Lachrymae / Hölderlin Fragments / Phaedra / Illuminations
Choreography by Richard Alston, music by Benjamin Britten
Richard Alston Dance Company / Britten Sinfonia
Richard Alston and his company of dancers pay Benjamin Britten a huge compliment with their elegant (re)presentation of four exquisite short pieces, two (Lachrymae and Illuminations) created twenty years ago and two (Hölderlin Fragments and Phaedra) commissioned especially for the Barbican’s two-week celebration of Britten’s centenary.
What do you see when you listen? Alston, a lover of Britten’s music since boyhood, sees an opening out, a flow of movement, an agitation, a drama full of striking images. He calls the evening a concert, a conversation, a hopeful meshing of the two disciplines.
And it is a remarkable coming together of dance and music: music the impetus for dance, and dance, music’s expressive handmaiden, the response. Is the sum better than the parts? Yes, and yes again. See the music; hear the dance.
The Britten Sinfonia is on stage throughout, its playing encouraging and enveloping the dancers, instruments of the choreographer, who makes us see the music with every rise and fall of breath, every phrase given shape, tuning our ears to the score. I hear Britten’s music as never before.
I hear Dowland’s lute in Pekka Kuusisto’s plucked violin, I see serenity, tenderness and a beautiful sadness in the duets and solos of the three couples as they weave and inscribe Lachrymae’s tempi in gracious graceful lines, clear and pure.
Hölderlin Fragments, dedicated by Alston to the memory of Gerda Pytt Geddes, T’ai Chi pioneer in Britain, one of Alston’s teachers (and I might add briefly mine at The Place) and a friend of Britten, were a present from Britten to his friend Ludwig of Hesse, whose wife—in neat symmetry (and Alston is all neat, intertwining symmetry)—was Geddes’s sister-in-law.
A lyrical, Hellenistic offering to the gods of music from the young gods of dance, Hölderlin’s poetry sung by tenor Robert Tritschler to Christopher Glynn at the piano: childhood, youth and middle age, Nathan Goodman frisky as a boy, Nancy Nerantzi and Oihana Vesga Bujan in the yellow and tangerine of late summer flowers.
The spell of varied but restorative ‘lines of life’, the comfort and assistance of others in bucolic harmony Phaedra breaks.
A libretto by Robert Lowell after Racine’s Phèdre is sung by mezzo-soprano Allison Cook, moving amongst a crowd of ten dancers in an intense, fifteen-minute, taut and pitiful drama that takes the breath away.

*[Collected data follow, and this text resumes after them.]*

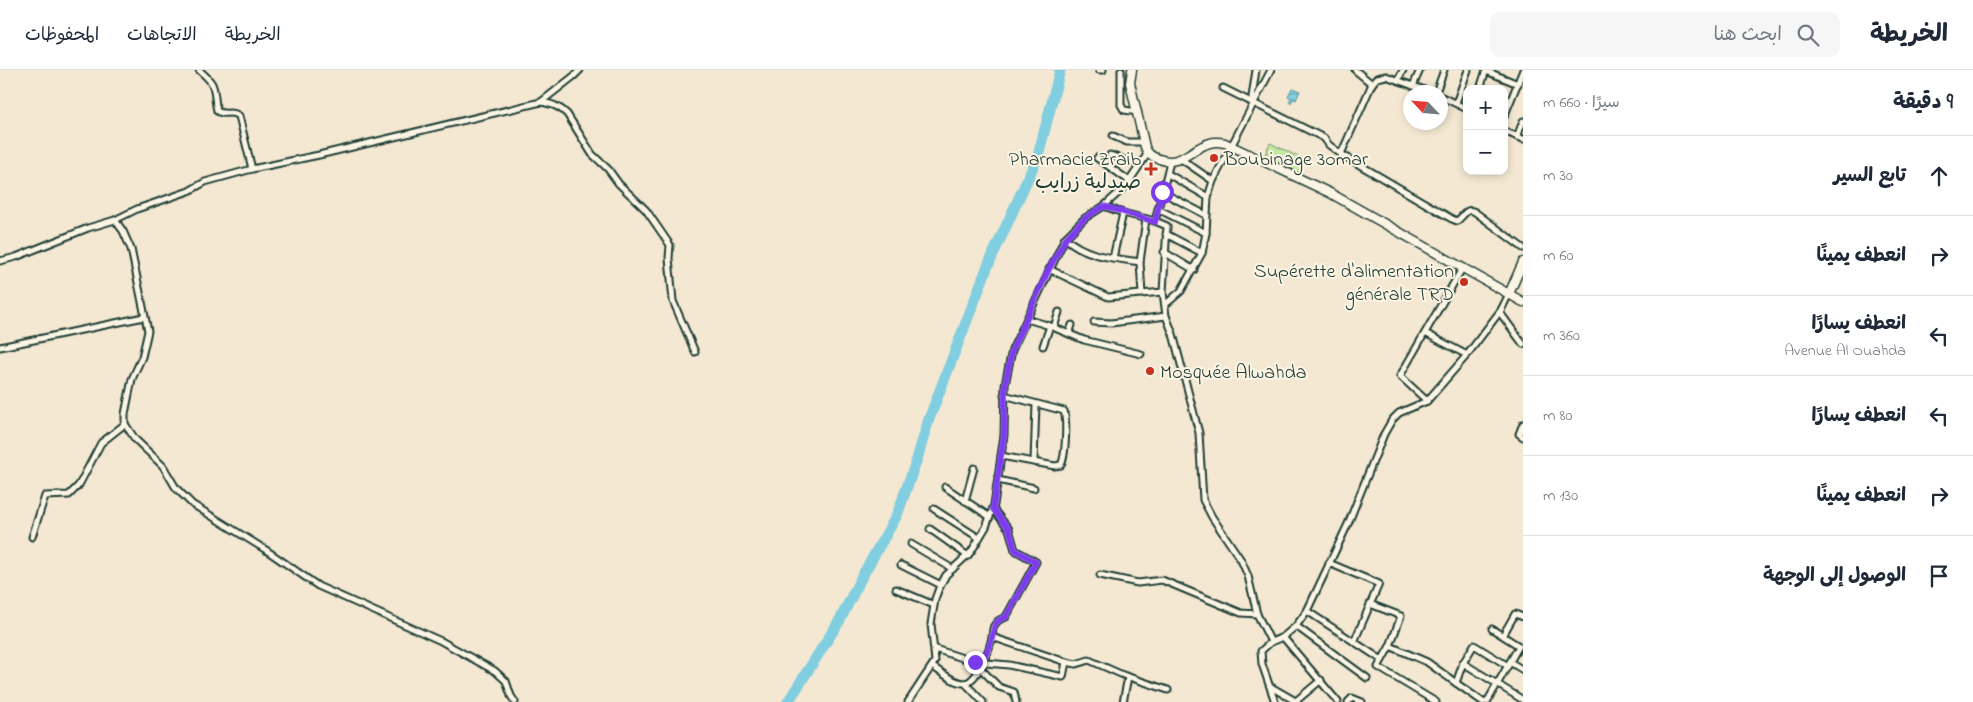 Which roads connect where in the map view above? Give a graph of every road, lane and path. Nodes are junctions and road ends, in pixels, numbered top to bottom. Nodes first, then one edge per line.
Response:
1 (199, 70) edge
2 (580, 70) edge
3 (1099, 70) edge
4 (1103, 70) edge
5 (1121, 70) edge
6 (1132, 70) edge
7 (1256, 70) edge
8 (1271, 70) edge
9 (1355, 70) edge
10 (1404, 70) edge
11 (1420, 70) edge
12 (1444, 70) edge
13 (1468, 70) edge
14 (1523, 70) edge
15 (1486, 71) edge
16 (1398, 80) junction
17 (1372, 84) junction
18 (1518, 84) junction
19 (1410, 85) edge
20 (1413, 85) edge
21 (1439, 85) edge
22 (1481, 85) edge
23 (1223, 88) dead end
24 (1448, 100) edge
25 (541, 102) junction
26 (1456, 103) junction
27 (1254, 104) junction
28 (1463, 107) edge
29 (1508, 108) edge
30 (1138, 112) junction
31 (1523, 121) edge
32 (1508, 133) edge
33 (1113, 136) dead end
34 (1520, 138) edge
35 (1144, 142) junction
36 (1231, 145) junction
37 (1148, 153) junction
38 (1341, 154) junction
39 (1110, 155) dead end
40 (1097, 158) dead end
41 (1181, 159) junction
42 (1170, 162) junction
43 (1140, 165) junction
44 (252, 168) junction
45 (1168, 174) junction
46 (1212, 181) junction
47 (1131, 182) junction
48 (1162, 192) junction
49 (1208, 197) junction
50 (1104, 206) junction
51 (1158, 209) junction
52 (1123, 213) junction
53 (1206, 216) junction
54 (1146, 219) junction
55 (115, 220) junction
56 (1155, 222) junction
57 (1206, 233) junction
58 (1166, 234) junction
59 (1066, 238) junction
60 (1523, 248) edge
61 (1164, 252) junction
62 (1202, 253) junction
63 (1113, 258) junction
64 (0, 261) edge
65 (1140, 262) junction
66 (1522, 262) edge
67 (1463, 268) junction
68 (1049, 269) junction
69 (1194, 270) junction
70 (1163, 292) junction
71 (1142, 294) junction
72 (1508, 294) junction
73 (1523, 302) edge
74 (1166, 304) junction
75 (1501, 310) junction
76 (1059, 312) dead end
77 (1166, 316) junction
78 (144, 317) junction
79 (1027, 319) junction
80 (1094, 322) dead end
81 (1072, 325) dead end
82 (1052, 326) junction
83 (1424, 333) junction
84 (1069, 334) junction
85 (1523, 344) edge
86 (1043, 346) dead end
87 (0, 347) edge
88 (694, 352) dead end
89 (1141, 354) dead end
90 (1467, 355) junction
91 (1004, 395) junction
92 (1427, 401) junction
93 (1036, 404) junction
94 (125, 424) junction
95 (1523, 424) edge
96 (1523, 438) edge
97 (1001, 456) junction
98 (1034, 462) junction
99 (974, 468) dead end
100 (998, 480) junction
101 (945, 488) dead end
102 (1034, 488) dead end
103 (965, 501) junction
104 (934, 509) dead end
105 (993, 509) junction
106 (990, 517) junction
107 (930, 529) dead end
108 (32, 537) dead end
109 (979, 538) junction
110 (911, 544) dead end
111 (968, 556) junction
112 (1329, 563) junction
113 (902, 565) dead end
114 (953, 569) junction
115 (1100, 575) dead end
116 (940, 584) junction
117 (896, 589) dead end
118 (1370, 604) junction
119 (934, 605) junction
120 (1307, 611) junction
121 (1257, 614) junction
122 (1523, 617) edge
123 (1296, 626) junction
124 (1492, 629) dead end
125 (1503, 635) junction
126 (992, 637) junction
127 (1283, 637) junction
128 (1271, 642) junction
129 (1354, 642) junction
130 (1390, 646) junction
131 (935, 649) junction
132 (1382, 660) junction
133 (983, 661) junction
134 (1066, 662) junction
135 (1463, 663) junction
136 (1509, 664) junction
137 (933, 667) junction
138 (980, 668) junction
139 (1523, 670) edge
140 (1128, 676) junction
141 (1367, 678) dead end
142 (1321, 680) junction
143 (1456, 682) junction
144 (965, 683) junction
145 (1498, 683) junction
146 (1270, 688) junction
147 (1168, 690) dead end
148 (1523, 700) edge
149 (515, 702) edge
150 (908, 702) edge
151 (983, 702) edge
152 (1016, 702) edge
153 (1123, 702) edge
154 (1275, 702) edge
155 (1297, 702) edge
156 (1338, 702) edge
157 (1348, 702) edge
158 (1362, 702) edge
159 (1436, 702) edge
160 (1485, 702) edge

1 - 44 street
2 - 25 street
3 - 4 street
5 - 30 street
6 - 30 street
7 - 27 street
8 - 27 street
9 - 17 street
10 - 16 street
11 - 20 street
12 - 21 street
13 - 26 street
14 - 18 street
15 - 18 street
15 - 22 street
16 - 17 street
16 - 19 street
17 - 38 street
18 - 29 street
23 - 27 street
24 - 26 street
25 - 44 street
25 - 88 street
26 - 28 street
27 - 36 street
27 - 38 street
30 - 35 street
31 - 34 street
32 - 34 street
33 - 35 street
35 - 37 street
36 - 41 street
36 - 46 street
36 - 67 street
37 - 42 street
37 - 43 street
38 - 60 street
39 - 43 street
40 - 47 street
41 - 42 street
41 - 46 street
42 - 45 street
43 - 47 street
44 - 55 street
45 - 48 street
45 - 49 street
46 - 49 street
47 - 50 street
48 - 51 street
48 - 53 street
49 - 53 street
50 - 52 street
50 - 59 street
51 - 56 street
51 - 57 street
52 - 54 street
52 - 63 street
53 - 57 street
54 - 56 street
54 - 65 street
55 - 64 street
55 - 78 street
56 - 58 street
57 - 62 street
58 - 61 street
58 - 62 street
59 - 63 street
59 - 68 street
61 - 69 street
61 - 70 street
62 - 69 street
63 - 65 street
65 - 71 street
66 - 72 street
67 - 72 street
67 - 83 street
68 - 71 street
68 - 79 street
69 - 74 street
70 - 71 street
70 - 74 street
72 - 73 street
72 - 75 street
74 - 77 street
75 - 85 street
75 - 90 street
76 - 82 street
77 - 80 street
77 - 121 street
78 - 87 street
78 - 94 street
79 - 82 street
79 - 91 street
81 - 84 street
82 - 84 street
82 - 86 street
83 - 90 street
83 - 92 street
84 - 89 street
90 - 92 street
91 - 93 street
91 - 97 street
92 - 112 street
93 - 98 street
93 - 98 street
94 - 108 street
94 - 149 street
95 - 96 street
97 - 98 street
97 - 100 street
99 - 103 street
100 - 102 street
100 - 105 street
101 - 103 street
103 - 106 street
104 - 109 street
105 - 106 street
105 - 126 street
106 - 109 street
107 - 111 street
109 - 111 street
110 - 114 street
111 - 114 street
112 - 118 street
112 - 120 street
113 - 116 street
114 - 116 street
115 - 121 street
116 - 119 street
117 - 119 street
118 - 129 street
118 - 130 street
119 - 131 street
120 - 123 street
120 - 129 street
121 - 128 street
122 - 125 street
123 - 127 street
123 - 141 street
124 - 125 street
125 - 136 street
126 - 133 street
126 - 134 street
127 - 128 street
127 - 142 street
128 - 146 street
129 - 132 street
130 - 132 street
130 - 143 street
131 - 133 street
131 - 137 street
132 - 159 street
133 - 134 street
133 - 138 street
134 - 140 street
135 - 136 street
135 - 143 street
135 - 145 street
136 - 139 street
136 - 145 street
137 - 144 street
137 - 150 street
138 - 144 street
138 - 152 street
140 - 147 street
140 - 153 street
142 - 155 street
142 - 156 street
143 - 160 street
144 - 151 street
145 - 148 street
145 - 160 street
146 - 154 street
146 - 155 street
157 - 158 street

The music is fabulous, harpsichord and bells sing out amongst the strings, played magnificently by the Britten Sinfonia.
Cook is amazing, an active participant in her own downfall: commanding, desperate. Dancers are her alter ego, a Greek chorus, a frieze, an explication de texte—she a lonely figure in their midst.

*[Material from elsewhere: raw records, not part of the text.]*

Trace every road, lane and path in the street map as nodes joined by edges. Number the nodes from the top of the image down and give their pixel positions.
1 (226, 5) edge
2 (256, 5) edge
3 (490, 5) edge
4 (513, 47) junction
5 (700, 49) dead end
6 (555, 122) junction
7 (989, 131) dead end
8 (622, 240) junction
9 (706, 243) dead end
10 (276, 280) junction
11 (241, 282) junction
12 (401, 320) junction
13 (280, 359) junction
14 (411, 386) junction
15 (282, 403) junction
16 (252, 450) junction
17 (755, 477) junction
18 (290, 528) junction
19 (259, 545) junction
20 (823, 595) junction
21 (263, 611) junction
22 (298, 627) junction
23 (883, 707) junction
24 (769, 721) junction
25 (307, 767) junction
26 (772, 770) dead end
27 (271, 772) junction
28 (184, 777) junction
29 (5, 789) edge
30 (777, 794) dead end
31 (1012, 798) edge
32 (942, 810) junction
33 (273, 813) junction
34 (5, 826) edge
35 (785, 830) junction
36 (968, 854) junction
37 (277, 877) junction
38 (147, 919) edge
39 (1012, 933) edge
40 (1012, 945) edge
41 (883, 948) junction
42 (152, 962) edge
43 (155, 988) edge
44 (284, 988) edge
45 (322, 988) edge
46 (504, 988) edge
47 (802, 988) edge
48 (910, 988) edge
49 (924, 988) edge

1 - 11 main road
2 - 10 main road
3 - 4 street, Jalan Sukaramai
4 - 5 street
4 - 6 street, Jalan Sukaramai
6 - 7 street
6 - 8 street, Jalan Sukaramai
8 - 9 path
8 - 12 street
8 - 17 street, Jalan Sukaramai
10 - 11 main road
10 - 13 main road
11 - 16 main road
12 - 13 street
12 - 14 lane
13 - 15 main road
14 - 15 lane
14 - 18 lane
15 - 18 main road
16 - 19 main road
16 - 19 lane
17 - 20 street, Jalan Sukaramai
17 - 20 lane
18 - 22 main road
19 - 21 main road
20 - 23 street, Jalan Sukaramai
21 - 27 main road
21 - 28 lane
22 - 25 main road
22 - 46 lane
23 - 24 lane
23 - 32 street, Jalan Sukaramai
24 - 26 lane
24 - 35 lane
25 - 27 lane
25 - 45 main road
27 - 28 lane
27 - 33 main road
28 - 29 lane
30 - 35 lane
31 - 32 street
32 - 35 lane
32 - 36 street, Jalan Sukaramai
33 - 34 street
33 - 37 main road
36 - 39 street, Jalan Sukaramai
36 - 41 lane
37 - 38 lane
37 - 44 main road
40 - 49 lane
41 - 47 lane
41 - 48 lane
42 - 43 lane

Out of the crowd in tunics that bleed red into purple (costumes Fotini Dimou) we distinguish her husband Theseus (James Muller), her maid Oenone (Nancy Nerantzi), her husband’s son Hippolytus (Ihsaan de Banya), but it is she, in grey gown, who holds the centre, her passion and her ‘dissolving’ breath.
The evening dissolves too soon in the twenty-three-minute Illuminations, Rimbaud’s prose poems given florid poetic imagery, his exhausting love affair with Verlaine and his breaking away reflecting Britten’s youthful passion.
Formerly titled Rumours, Visions when performed at the Aldeburgh Festival in 1994, Alston picks out the impetuosity and impatience of the young man in seeking the unattainable, the beauteous amongst life’s ‘parade sauvage’.
Liam Riddick twirls in the light like a sycamore seed in Alston’s signature airy glider arms and arabesque poses to ‘la musique inconnue’, dancing in irrepressible abandon.
Nathan Goodman is the older man who tries to hold and keep him, but others call from distant lands. Frock-coated in ivory shades, these other beings dance and swirl so light and free in enticing rhythmic and joyous, lyrical, musical fantasy.
Tensions and torsions and off-kilter turns reflect the music’s darkening tones. Verlaine carries him high on his shoulder, but Rimbaud can’t resist the call of the sea and the savage parade. Robert Tritschler’s tenor gives voice to a troubled soul.
Assez vu—‘sufficiently seen’; assez eu—‘sufficiently heard’ is the resigned ending. The storm is over, but have I seen and heard enough? Alas all good things come to an end too soon.
An eloquent intelligent dance vocabulary—Alston calls it ‘instinctive improvising’—brings out the inherent dynamic and drama in Britten’s soul and music, a marvellous collaboration. Bravo Barbican.